By Benjamin Heidersberger, son of Heinrich Heidersberger
There are two different strings of my life that connect me to Herbert W. Franke.
I met Franke the first time in 1982. Ars Electronica (which he cofounded) had invited the artist group “Head Resonance Company” to the “Grosse Preis” where Peter Elsner and I realized a communication installation. Our Solar Powered Random Sound Generator (SPRSG) was planned for 1984.
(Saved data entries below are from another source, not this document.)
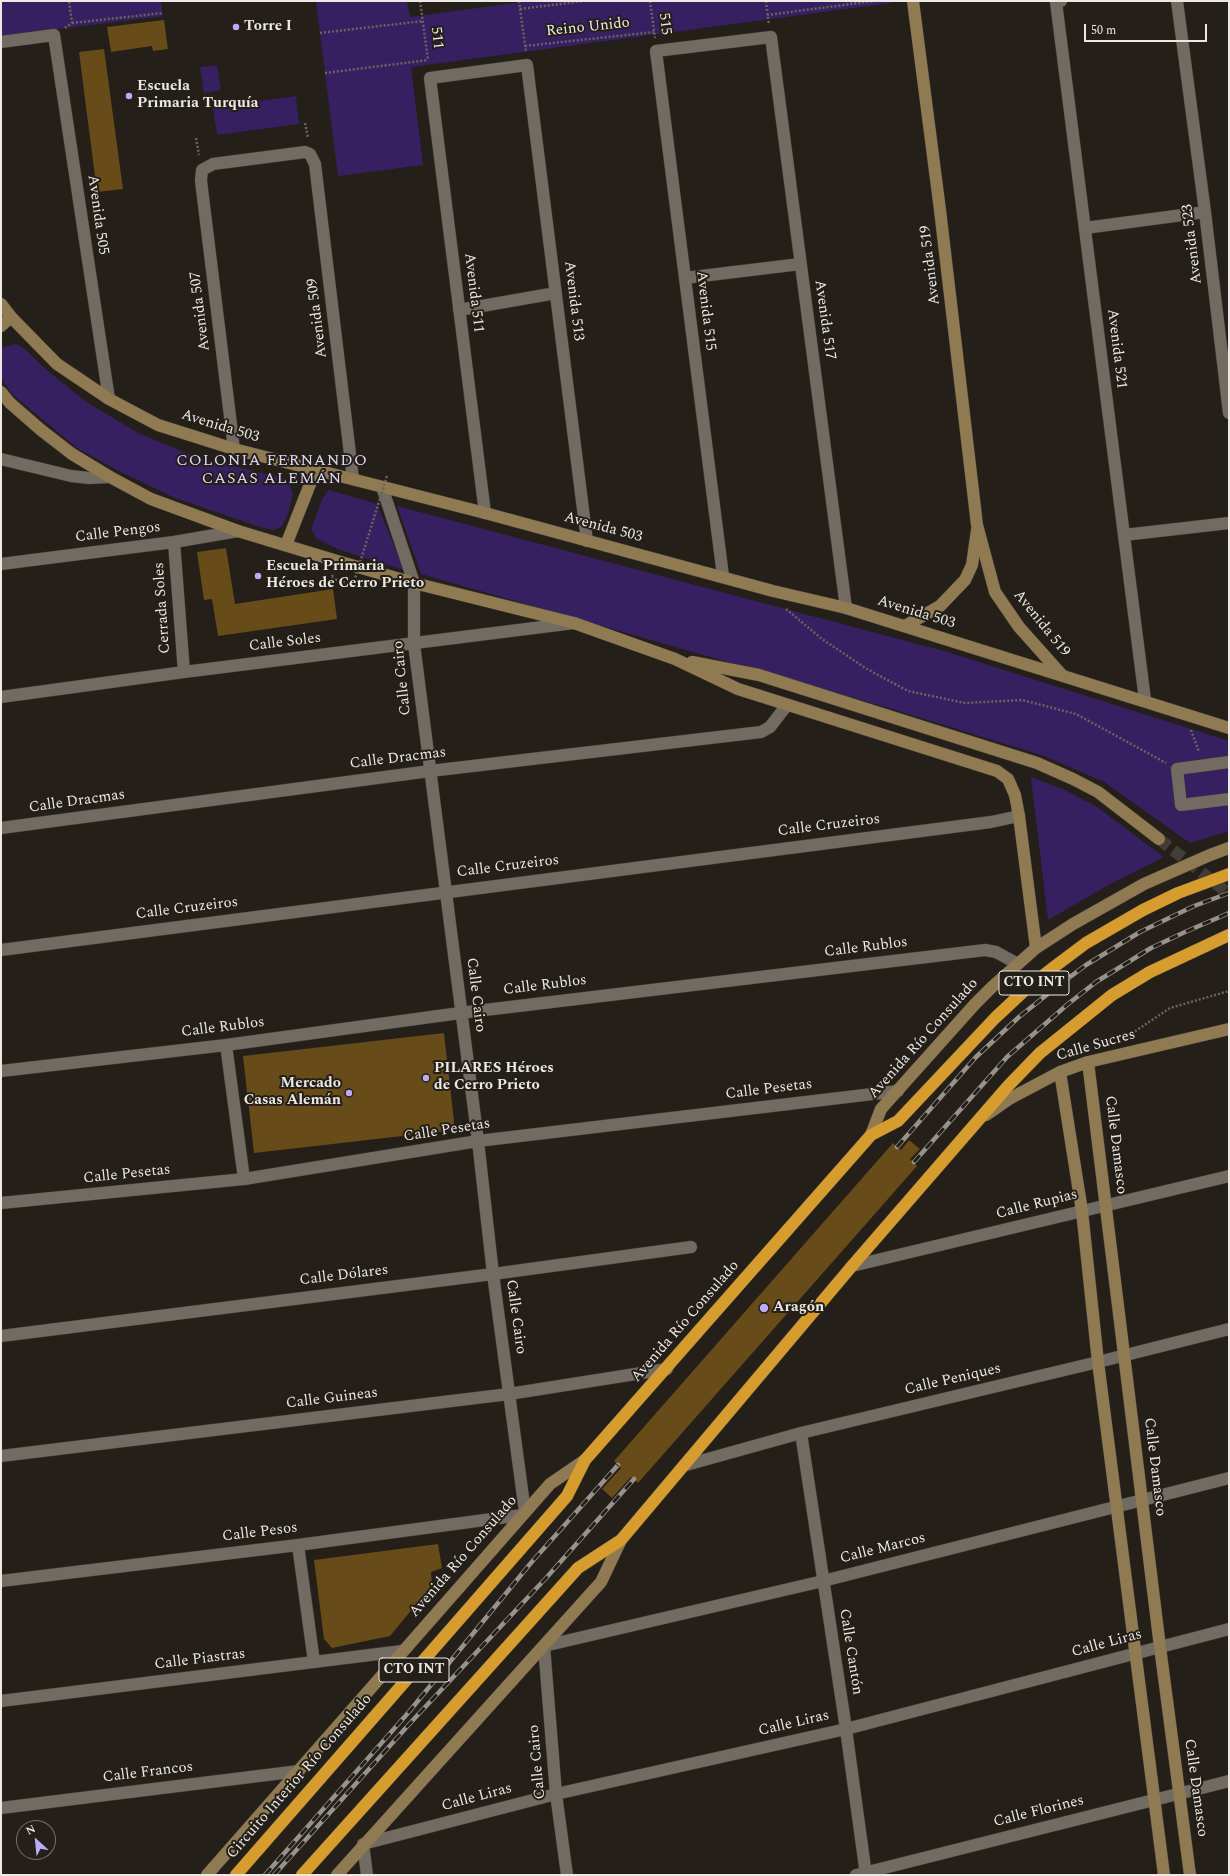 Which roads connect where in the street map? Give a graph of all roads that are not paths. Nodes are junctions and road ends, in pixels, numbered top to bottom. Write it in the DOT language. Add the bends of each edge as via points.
graph roads {
  1 [pos="913,1"];
  2 [pos="1058,1"];
  3 [pos="1177,1"];
  4 [pos="1,42"];
  5 [pos="656,50"];
  6 [pos="527,65"];
  7 [pos="310,154"];
  8 [pos="1205,212"];
  9 [pos="1084,228"];
  10 [pos="800,264"];
  11 [pos="685,278"];
  12 [pos="556,293"];
  13 [pos="1,304"];
  14 [pos="460,310"];
  15 [pos="11,317"];
  16 [pos="1,326"];
  17 [pos="1,392"];
  18 [pos="109,399"];
  19 [pos="1229,413"];
  20 [pos="234,449"];
  21 [pos="1,459"];
  22 [pos="316,469"];
  23 [pos="110,477"];
  24 [pos="353,479"];
  25 [pos="384,481"];
  26 [pos="485,513"];
  27 [pos="1229,523"];
  28 [pos="978,525"];
  29 [pos="238,531"];
  30 [pos="1124,535"];
  31 [pos="587,541"];
  32 [pos="174,542"];
  33 [pos="286,545"];
  34 [pos="1,564"];
  35 [pos="723,576"];
  36 [pos="414,583"];
  37 [pos="846,608"];
  38 [pos="574,623"];
  39 [pos="905,626"];
  40 [pos="414,644"];
  41 [pos="675,659"];
  42 [pos="184,672"];
  43 [pos="1060,674"];
  44 [pos="1,698"];
  45 [pos="1145,700"];
  46 [pos="787,704"];
  47 [pos="1229,728"];
  48 [pos="1229,762"];
  49 [pos="430,771"];
  50 [pos="1229,799"];
  51 [pos="1019,816"];
  52 [pos="1,828"];
  53 [pos="1160,838"];
  54 [pos="1229,848"];
  55 [pos="1229,874"];
  56 [pos="445,892"];
  57 [pos="1229,935"];
  58 [pos="1036,948"];
  59 [pos="1,950"];
  60 [pos="1018,964"];
  61 [pos="460,1013"];
  62 [pos="1229,1029"];
  63 [pos="226,1045"];
  64 [pos="1088,1062"];
  65 [pos="1,1071"];
  66 [pos="1060,1072"];
  67 [pos="898,1091"];
  68 [pos="981,1118"];
  69 [pos="871,1135"];
  70 [pos="478,1141"];
  71 [pos="1229,1176"];
  72 [pos="244,1179"];
  73 [pos="1,1203"];
  74 [pos="1106,1205"];
  75 [pos="1082,1211"];
  76 [pos="691,1247"];
  77 [pos="852,1266"];
  78 [pos="493,1274"];
  79 [pos="1229,1329"];
  80 [pos="1,1336"];
  81 [pos="1124,1355"];
  82 [pos="1098,1362"];
  83 [pos="667,1369"];
  84 [pos="509,1394"];
  85 [pos="801,1433"];
  86 [pos="1,1456"];
  87 [pos="585,1460"];
  88 [pos="686,1465"];
  89 [pos="1229,1478"];
  90 [pos="1142,1499"];
  91 [pos="1118,1506"];
  92 [pos="524,1514"];
  93 [pos="621,1540"];
  94 [pos="298,1545"];
  95 [pos="1,1581"];
  96 [pos="823,1581"];
  97 [pos="1229,1629"];
  98 [pos="544,1646"];
  99 [pos="1160,1647"];
  100 [pos="402,1651"];
  101 [pos="1137,1652"];
  102 [pos="314,1662"];
  103 [pos="1,1702"];
  104 [pos="846,1729"];
  105 [pos="299,1770"];
  106 [pos="1229,1781"];
  107 [pos="556,1794"];
  108 [pos="1179,1794"];
  109 [pos="1155,1799"];
  110 [pos="1,1808"];
  111 [pos="363,1844"];
  112 [pos="862,1874"];
  113 [pos="207,1875"];
  114 [pos="236,1875"];
  115 [pos="302,1875"];
  116 [pos="337,1875"];
  117 [pos="367,1875"];
  118 [pos="567,1875"];
  119 [pos="1164,1875"];
  120 [pos="1190,1875"];
  1 -- 28 [label="street, Avenida 519"];
  2 -- 9 [label="street, Avenida 521"];
  3 -- 8 [label="street, Avenida 523"];
  4 -- 18 [label="street, Avenida 505" via="54,35"];
  5 -- 10 [label="street, Avenida 517" via="770,37"];
  5 -- 11 [label="street, Avenida 515"];
  6 -- 12 [label="street, Avenida 513"];
  6 -- 14 [label="street, Avenida 511" via="430,78"];
  7 -- 20 [label="street, Avenida 507" via="299,152 213,164 202,170 201,181"];
  7 -- 24 [label="street, Avenida 509" via="315,164"];
  8 -- 9 [label="street"];
  8 -- 19 [label="street, Avenida 523"];
  9 -- 30 [label="street, Avenida 521"];
  10 -- 11 [label="street"];
  10 -- 37 [label="street, Avenida 517"];
  11 -- 35 [label="street, Avenida 515"];
  12 -- 14 [label="street"];
  12 -- 31 [label="street, Avenida 513"];
  13 -- 15 [label="street, Avenida 503"];
  14 -- 26 [label="street, Avenida 511"];
  15 -- 16 [label="street"];
  15 -- 18 [label="street, Avenida 503" via="57,364"];
  17 -- 23 [label="street" via="41,430 72,454"];
  18 -- 20 [label="street, Avenida 503" via="158,425"];
  20 -- 22 [label="street, Avenida 503"];
  21 -- 23 [label="street" via="71,476"];
  22 -- 24 [label="street, Avenida 503"];
  22 -- 33 [label="street"];
  23 -- 29 [label="street" via="151,499"];
  24 -- 25 [label="street, Avenida 503"];
  25 -- 26 [label="street, Avenida 503"];
  25 -- 36 [label="street, Calle Cairo"];
  26 -- 31 [label="street, Avenida 503"];
  27 -- 30 [label="street"];
  28 -- 39 [label="street, Avenida 519" via="972,565 965,580 940,606"];
  28 -- 43 [label="street, Avenida 519" via="995,592 1019,626"];
  29 -- 32 [label="street, Calle Pengos"];
  29 -- 33 [label="street"];
  30 -- 45 [label="street, Avenida 521"];
  31 -- 35 [label="street, Avenida 503"];
  32 -- 34 [label="street, Calle Pengos"];
  32 -- 42 [label="street, Cerrada Soles"];
  33 -- 36 [label="street"];
  35 -- 37 [label="street, Avenida 503"];
  36 -- 38 [label="street"];
  36 -- 40 [label="street, Calle Cairo"];
  37 -- 39 [label="street, Avenida 503"];
  38 -- 40 [label="street, Calle Soles"];
  38 -- 41 [label="street"];
  39 -- 43 [label="street, Avenida 503"];
  40 -- 42 [label="street, Calle Soles"];
  40 -- 49 [label="street, Calle Cairo"];
  41 -- 46 [label="street" via="738,689"];
  41 -- 53 [label="street" via="759,675 1037,763 1098,792"];
  42 -- 44 [label="street, Calle Soles"];
  43 -- 45 [label="street, Avenida 503"];
  45 -- 47 [label="street, Avenida 503"];
  46 -- 49 [label="street, Calle Dracmas" via="770,727 761,732"];
  46 -- 51 [label="street" via="997,771 1008,779 1015,795"];
  48 -- 50 [label="street" via="1177,769 1181,805"];
  49 -- 52 [label="street, Calle Dracmas"];
  49 -- 56 [label="street, Calle Cairo"];
  51 -- 56 [label="street, Calle Cruzeiros" via="991,822"];
  51 -- 58 [label="street"];
  54 -- 58 [label="street, Avenida Río Consulado / CTO INT" via="1137,887"];
  55 -- 69 [label="highway, CTO INT" via="1178,893 1143,910 1086,944 1054,967 995,1018 898,1121"];
  56 -- 59 [label="street, Calle Cruzeiros"];
  56 -- 61 [label="street, Calle Cairo"];
  57 -- 68 [label="highway, CTO INT" via="1150,972 1112,995 1040,1053"];
  58 -- 60 [label="street, Avenida Río Consulado / CTO INT"];
  60 -- 61 [label="street, Calle Rublos" via="990,949"];
  60 -- 67 [label="street, Avenida Río Consulado / CTO INT" via="975,1004"];
  61 -- 63 [label="street, Calle Rublos"];
  61 -- 70 [label="street, Calle Cairo"];
  62 -- 64 [label="street, Calle Sucres / CTO INT"];
  63 -- 65 [label="street, Calle Rublos"];
  63 -- 72 [label="street"];
  64 -- 66 [label="street, Calle Sucres / CTO INT"];
  64 -- 74 [label="street, Calle Damasco"];
  66 -- 68 [label="street, Calle Sucres / CTO INT" via="1009,1099"];
  66 -- 75 [label="street"];
  67 -- 69 [label="street, Avenida Río Consulado / CTO INT" via="881,1110"];
  67 -- 70 [label="street, Calle Pesetas"];
  68 -- 77 [label="highway, CTO INT"];
  69 -- 83 [label="highway, Avenida Río Consulado / CTO INT"];
  70 -- 72 [label="street, Calle Pesetas"];
  70 -- 78 [label="street, Calle Cairo"];
  71 -- 74 [label="street, Calle Rupias"];
  72 -- 73 [label="street, Calle Pesetas"];
  74 -- 75 [label="street, Calle Rupias"];
  74 -- 81 [label="street, Calle Damasco"];
  75 -- 77 [label="street, Calle Rupias"];
  75 -- 82 [label="street"];
  76 -- 78 [label="street, Calle Dólares"];
  77 -- 88 [label="highway, CTO INT"];
  78 -- 80 [label="street, Calle Dólares"];
  78 -- 84 [label="street, Calle Cairo"];
  79 -- 81 [label="street, Calle Peniques"];
  81 -- 82 [label="street, Calle Peniques"];
  81 -- 90 [label="street, Calle Damasco"];
  82 -- 85 [label="street, Calle Peniques"];
  82 -- 91 [label="street"];
  83 -- 84 [label="street, Calle Guineas"];
  83 -- 87 [label="highway, Avenida Río Consulado / CTO INT"];
  84 -- 86 [label="street, Calle Guineas"];
  84 -- 92 [label="street, Calle Cairo"];
  85 -- 88 [label="street, Calle Peniques"];
  85 -- 96 [label="street, Calle Cantón"];
  87 -- 92 [label="street, Avenida Río Consulado / CTO INT" via="550,1484"];
  87 -- 114 [label="highway, Circuito Interior Río Consulado / CTO INT" via="567,1496"];
  88 -- 93 [label="highway, CTO INT"];
  89 -- 90 [label="street, Calle Marcos"];
  90 -- 91 [label="street, Calle Marcos"];
  90 -- 99 [label="street, Calle Damasco"];
  91 -- 96 [label="street, Calle Marcos"];
  91 -- 101 [label="street"];
  92 -- 94 [label="street, Calle Pesos"];
  92 -- 100 [label="street, Avenida Río Consulado / CTO INT"];
  93 -- 98 [label="street, CTO INT" via="602,1582"];
  93 -- 115 [label="highway, CTO INT" via="578,1568"];
  94 -- 95 [label="street, Calle Pesos"];
  94 -- 102 [label="street"];
  96 -- 98 [label="street, Calle Marcos"];
  96 -- 104 [label="street, Calle Cantón"];
  97 -- 99 [label="street, Calle Liras"];
  98 -- 107 [label="street, Calle Cairo"];
  98 -- 111 [label="street, CTO INT"];
  99 -- 101 [label="street, Calle Liras"];
  99 -- 108 [label="street, Calle Damasco"];
  100 -- 102 [label="street, Calle Piastras"];
  100 -- 105 [label="street, Avenida Río Consulado / CTO INT"];
  101 -- 104 [label="street, Calle Liras"];
  101 -- 109 [label="street"];
  102 -- 103 [label="street, Calle Piastras"];
  104 -- 107 [label="street, Calle Liras"];
  104 -- 112 [label="street, Calle Cantón"];
  105 -- 110 [label="street, Calle Francos"];
  105 -- 113 [label="street, Avenida Río Consulado / CTO INT"];
  106 -- 108 [label="street, Calle Florines"];
  107 -- 111 [label="street, Calle Liras"];
  107 -- 118 [label="street, Calle Cairo"];
  108 -- 109 [label="street, Calle Florines"];
  108 -- 120 [label="street, Calle Damasco"];
  109 -- 112 [label="street, Calle Florines"];
  109 -- 119 [label="street"];
  111 -- 116 [label="street, CTO INT"];
  111 -- 117 [label="street"];
}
The second life string is the Institute Heidersberger founded by Bernd Rodrian and me together with the City of Wolfsburg. Since 2002 it is archiving, researching and publishing the work of my father, the photographer Heinrich Heidersberger (1906-2006). Part of his work are his algorithmic experiments, inspired by Felix Auerbach’s “Physik in grafischen Darstellungen” (1912/1925). In 1955 the Rhythmograms were shown at the “Rat für Formgebung” in Darmstadt, at this time he had already created more than 100 pieces.
In 1980, at the age of 22 and with the financial help of the father, I translated and expanded his mechanical analog computer, the Rhythmograph, into an electronic analog computer with OpAmps and oscilloscope output.
I often met Herbert W. Franke, either at Ars Electronica, on the Internet or finally in a bookstore in Linz. There was always a feeling of being connected, like old friends or better like two delegates of the “Empire of Algorithm” whose missions brought them together again and again.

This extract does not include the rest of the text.